__What you will do__
Collect all lines below with the string "image".

Stored data entries:

= Beginning of Section =

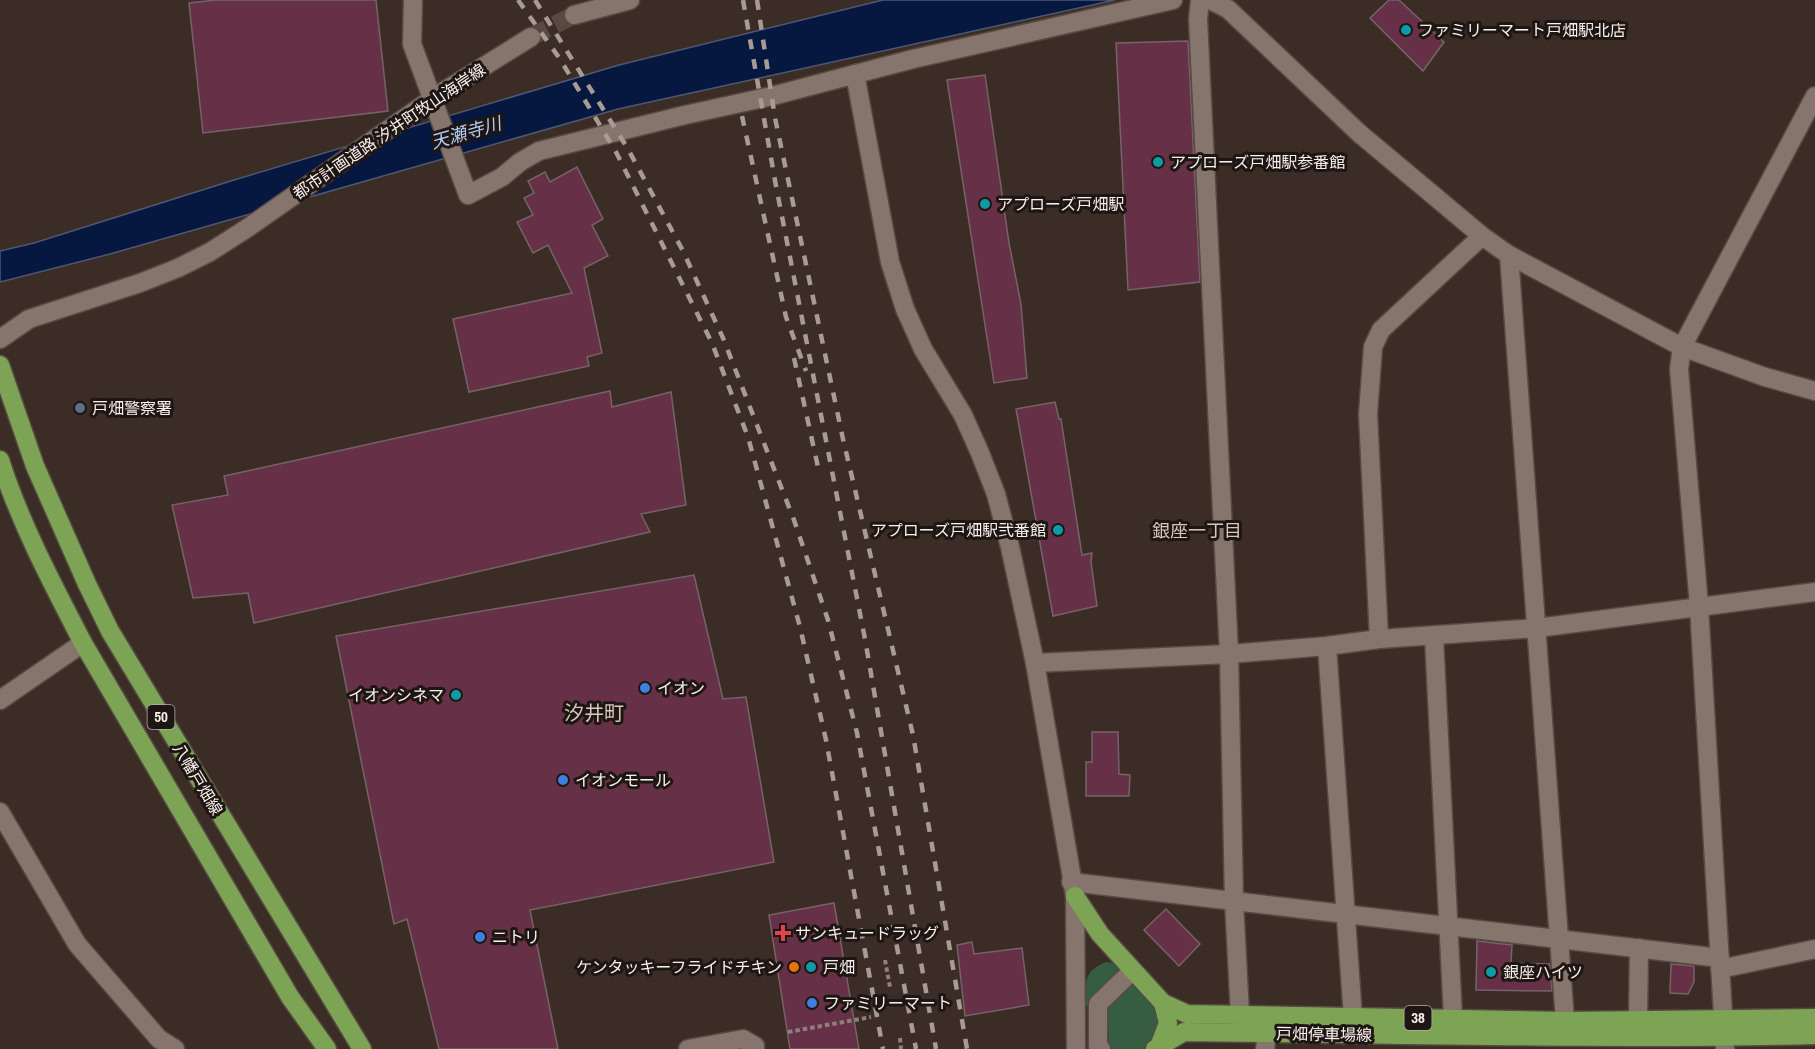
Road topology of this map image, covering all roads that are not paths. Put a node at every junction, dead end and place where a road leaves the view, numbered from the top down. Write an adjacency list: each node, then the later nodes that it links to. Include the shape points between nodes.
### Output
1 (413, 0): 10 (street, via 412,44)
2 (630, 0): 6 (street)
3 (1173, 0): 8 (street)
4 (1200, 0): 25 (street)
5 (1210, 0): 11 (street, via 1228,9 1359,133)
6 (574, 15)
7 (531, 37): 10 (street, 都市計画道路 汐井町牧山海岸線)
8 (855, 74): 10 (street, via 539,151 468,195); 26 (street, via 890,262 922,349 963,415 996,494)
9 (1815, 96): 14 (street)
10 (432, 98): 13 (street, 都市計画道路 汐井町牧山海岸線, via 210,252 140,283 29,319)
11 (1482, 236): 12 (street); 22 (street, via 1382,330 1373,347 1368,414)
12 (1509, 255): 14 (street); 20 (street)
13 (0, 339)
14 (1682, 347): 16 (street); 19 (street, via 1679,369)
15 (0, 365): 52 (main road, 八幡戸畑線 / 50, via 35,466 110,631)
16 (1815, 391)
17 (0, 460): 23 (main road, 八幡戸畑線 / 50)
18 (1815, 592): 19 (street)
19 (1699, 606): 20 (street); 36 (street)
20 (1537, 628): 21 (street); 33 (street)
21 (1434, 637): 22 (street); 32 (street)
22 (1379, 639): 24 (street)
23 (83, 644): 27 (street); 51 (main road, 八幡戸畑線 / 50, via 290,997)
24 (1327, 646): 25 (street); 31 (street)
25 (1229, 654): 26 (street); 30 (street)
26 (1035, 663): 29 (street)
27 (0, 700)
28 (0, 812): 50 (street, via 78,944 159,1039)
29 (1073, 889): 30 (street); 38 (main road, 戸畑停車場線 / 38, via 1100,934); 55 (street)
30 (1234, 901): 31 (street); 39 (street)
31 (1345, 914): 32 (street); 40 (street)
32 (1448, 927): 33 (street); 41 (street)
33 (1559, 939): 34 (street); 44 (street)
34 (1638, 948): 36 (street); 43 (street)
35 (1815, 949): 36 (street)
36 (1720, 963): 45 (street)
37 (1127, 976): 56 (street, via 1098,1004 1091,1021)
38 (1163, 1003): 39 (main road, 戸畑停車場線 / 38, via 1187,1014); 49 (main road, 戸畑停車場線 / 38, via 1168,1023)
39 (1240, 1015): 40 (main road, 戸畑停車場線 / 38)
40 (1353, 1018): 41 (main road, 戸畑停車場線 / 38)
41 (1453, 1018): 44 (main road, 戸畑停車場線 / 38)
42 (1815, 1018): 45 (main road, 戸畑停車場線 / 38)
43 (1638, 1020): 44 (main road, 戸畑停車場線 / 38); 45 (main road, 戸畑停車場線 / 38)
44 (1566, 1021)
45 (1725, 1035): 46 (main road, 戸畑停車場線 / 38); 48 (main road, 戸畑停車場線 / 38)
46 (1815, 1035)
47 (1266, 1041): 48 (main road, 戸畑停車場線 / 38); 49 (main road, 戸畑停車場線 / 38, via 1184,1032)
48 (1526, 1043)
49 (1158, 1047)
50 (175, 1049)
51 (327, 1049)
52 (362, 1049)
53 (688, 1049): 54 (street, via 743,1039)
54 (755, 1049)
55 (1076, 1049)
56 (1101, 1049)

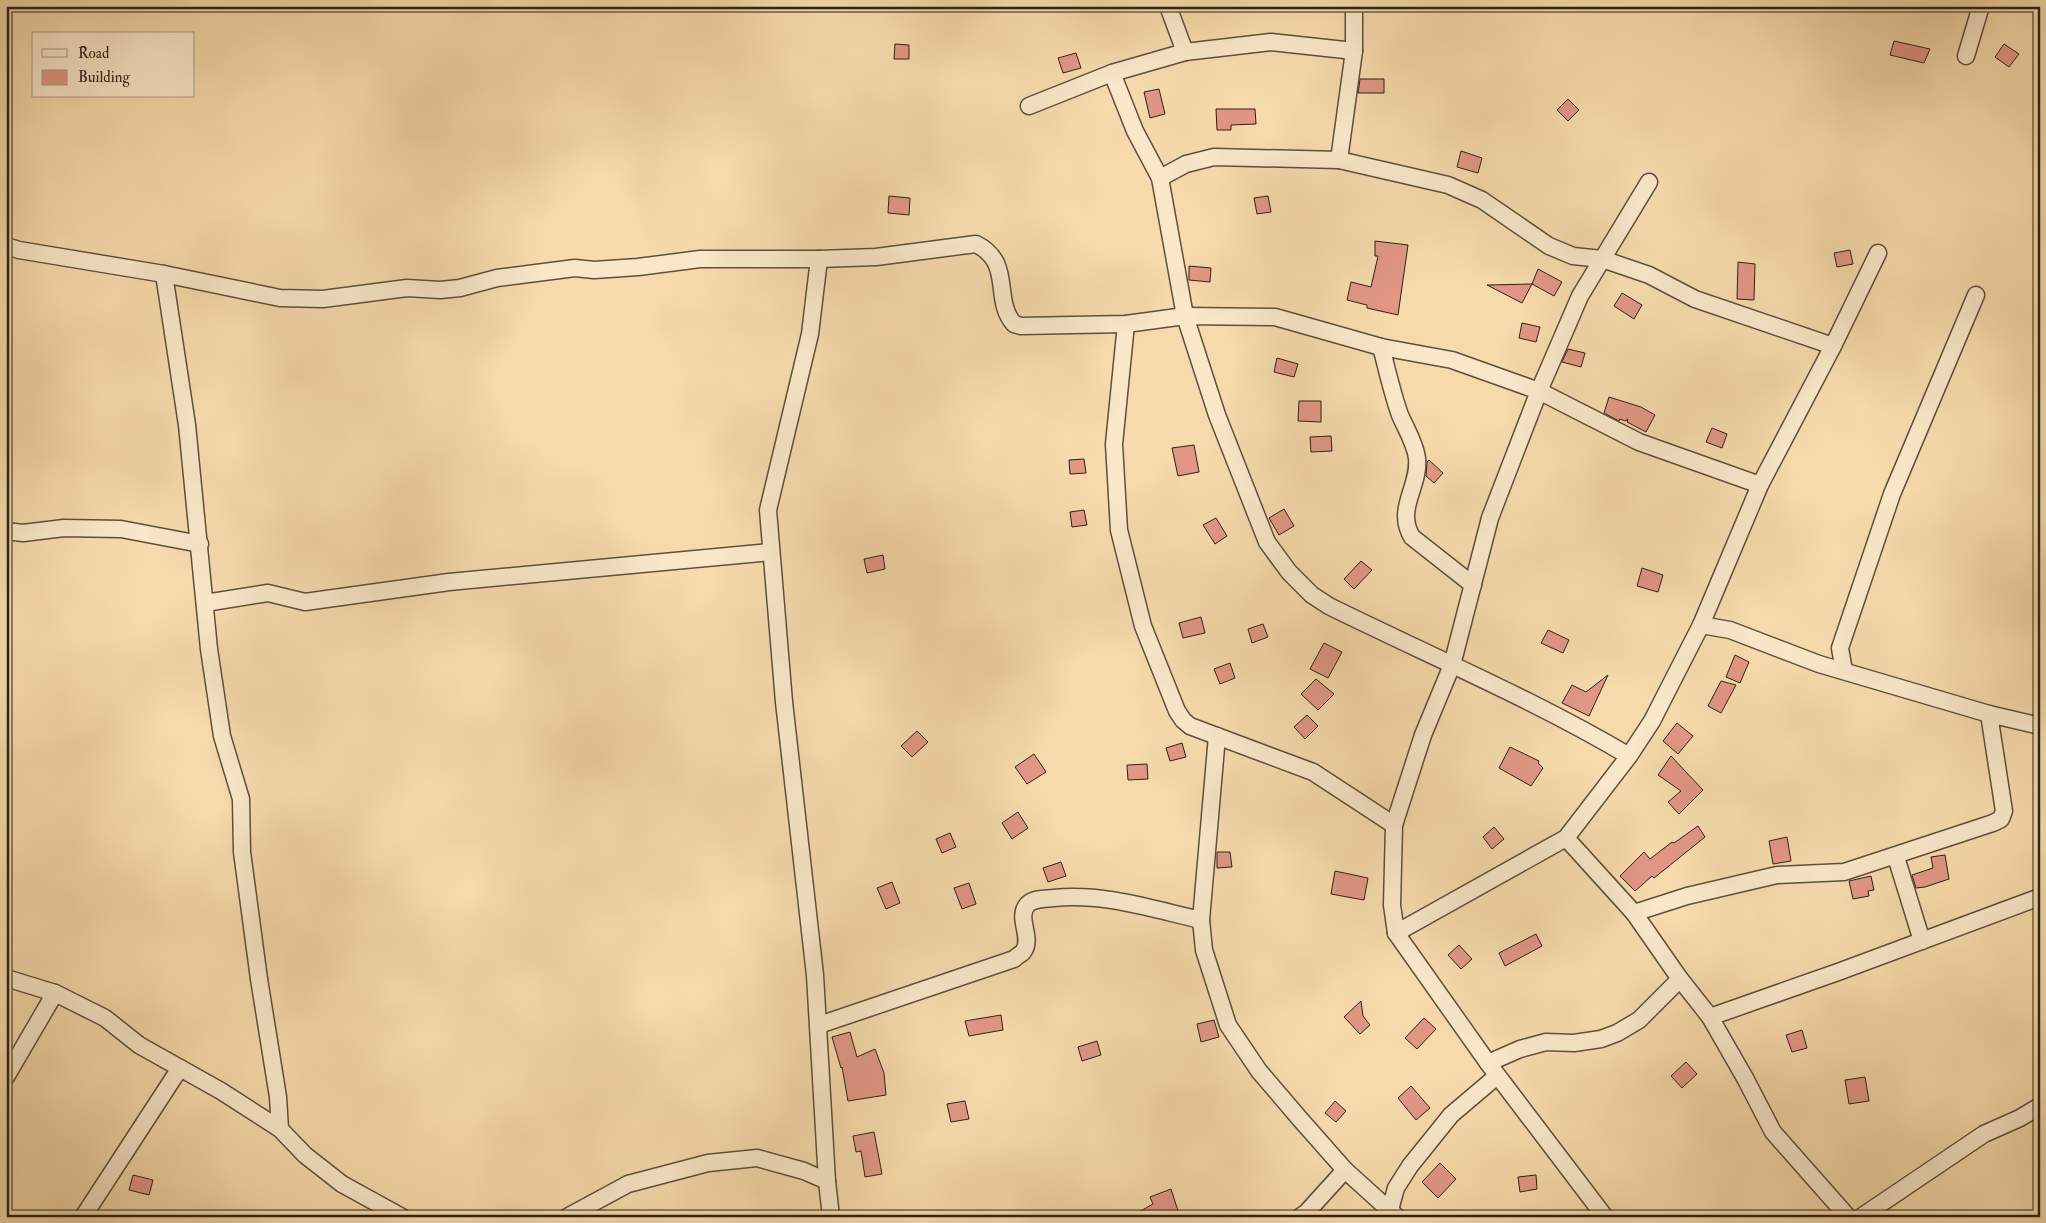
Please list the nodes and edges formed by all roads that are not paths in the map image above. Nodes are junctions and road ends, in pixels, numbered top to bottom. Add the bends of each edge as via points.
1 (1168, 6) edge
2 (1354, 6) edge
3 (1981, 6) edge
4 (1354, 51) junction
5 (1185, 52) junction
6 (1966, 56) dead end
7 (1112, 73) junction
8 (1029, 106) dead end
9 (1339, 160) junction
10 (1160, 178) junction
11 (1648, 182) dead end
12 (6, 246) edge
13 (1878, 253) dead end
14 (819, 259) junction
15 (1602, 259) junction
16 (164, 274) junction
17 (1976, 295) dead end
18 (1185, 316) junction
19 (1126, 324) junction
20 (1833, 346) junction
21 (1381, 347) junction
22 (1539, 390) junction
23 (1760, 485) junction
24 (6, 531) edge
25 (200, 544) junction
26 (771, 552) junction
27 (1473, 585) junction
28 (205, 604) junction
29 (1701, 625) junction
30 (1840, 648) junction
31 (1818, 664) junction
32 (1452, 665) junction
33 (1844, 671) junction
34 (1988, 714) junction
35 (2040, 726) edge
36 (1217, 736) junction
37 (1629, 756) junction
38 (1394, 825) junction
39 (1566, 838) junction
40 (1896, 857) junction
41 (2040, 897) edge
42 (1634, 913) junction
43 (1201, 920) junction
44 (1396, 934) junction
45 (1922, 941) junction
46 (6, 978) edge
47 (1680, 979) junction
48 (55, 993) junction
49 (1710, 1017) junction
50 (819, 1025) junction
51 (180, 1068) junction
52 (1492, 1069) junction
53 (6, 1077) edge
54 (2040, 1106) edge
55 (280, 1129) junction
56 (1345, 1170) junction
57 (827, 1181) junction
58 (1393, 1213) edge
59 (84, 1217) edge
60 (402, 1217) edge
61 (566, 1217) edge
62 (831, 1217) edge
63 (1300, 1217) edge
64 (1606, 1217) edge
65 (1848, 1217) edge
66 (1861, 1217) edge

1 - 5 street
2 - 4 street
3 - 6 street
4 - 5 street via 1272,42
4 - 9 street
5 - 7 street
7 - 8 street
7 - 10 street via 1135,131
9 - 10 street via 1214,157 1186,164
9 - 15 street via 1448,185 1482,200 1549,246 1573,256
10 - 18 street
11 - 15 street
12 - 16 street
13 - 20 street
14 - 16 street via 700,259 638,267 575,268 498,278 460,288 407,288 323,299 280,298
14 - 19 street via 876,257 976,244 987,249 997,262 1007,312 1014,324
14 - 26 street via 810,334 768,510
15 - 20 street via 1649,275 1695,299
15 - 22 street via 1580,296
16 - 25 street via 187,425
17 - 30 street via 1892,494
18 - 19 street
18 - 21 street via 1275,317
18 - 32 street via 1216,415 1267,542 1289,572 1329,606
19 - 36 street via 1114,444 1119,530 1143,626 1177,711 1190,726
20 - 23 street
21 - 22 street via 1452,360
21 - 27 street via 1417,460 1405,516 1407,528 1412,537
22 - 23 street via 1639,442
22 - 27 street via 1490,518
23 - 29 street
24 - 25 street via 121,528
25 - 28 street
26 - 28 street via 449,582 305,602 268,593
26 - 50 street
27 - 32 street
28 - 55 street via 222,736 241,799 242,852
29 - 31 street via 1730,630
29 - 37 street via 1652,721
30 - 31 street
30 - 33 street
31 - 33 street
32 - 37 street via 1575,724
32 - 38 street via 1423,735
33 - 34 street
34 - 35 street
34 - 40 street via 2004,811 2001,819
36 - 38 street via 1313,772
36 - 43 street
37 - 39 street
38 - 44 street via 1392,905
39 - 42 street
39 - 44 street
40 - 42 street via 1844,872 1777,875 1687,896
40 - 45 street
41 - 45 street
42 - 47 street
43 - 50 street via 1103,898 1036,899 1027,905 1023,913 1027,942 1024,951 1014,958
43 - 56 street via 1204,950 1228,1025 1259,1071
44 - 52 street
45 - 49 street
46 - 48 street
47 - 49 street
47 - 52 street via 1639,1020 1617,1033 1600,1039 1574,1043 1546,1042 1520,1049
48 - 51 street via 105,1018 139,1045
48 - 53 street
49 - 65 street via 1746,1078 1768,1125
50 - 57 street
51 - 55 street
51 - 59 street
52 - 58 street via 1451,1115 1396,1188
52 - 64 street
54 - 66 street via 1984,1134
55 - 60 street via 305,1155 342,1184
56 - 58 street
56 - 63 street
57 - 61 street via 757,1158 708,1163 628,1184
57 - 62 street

= End of Section =

__Response box__
Road topology of this map image, covering all roads that are not paths. Put a node at every junction, dead end and place where a road leaves the view, numbered from the top down. Write an adjacency list: each node, then the later nodes that it links to. Include the shape points between nodes.
Please list the nodes and edges formed by all roads that are not paths in the map image above. Nodes are junctions and road ends, in pixels, numbered top to bottom. Add the bends of each edge as via points.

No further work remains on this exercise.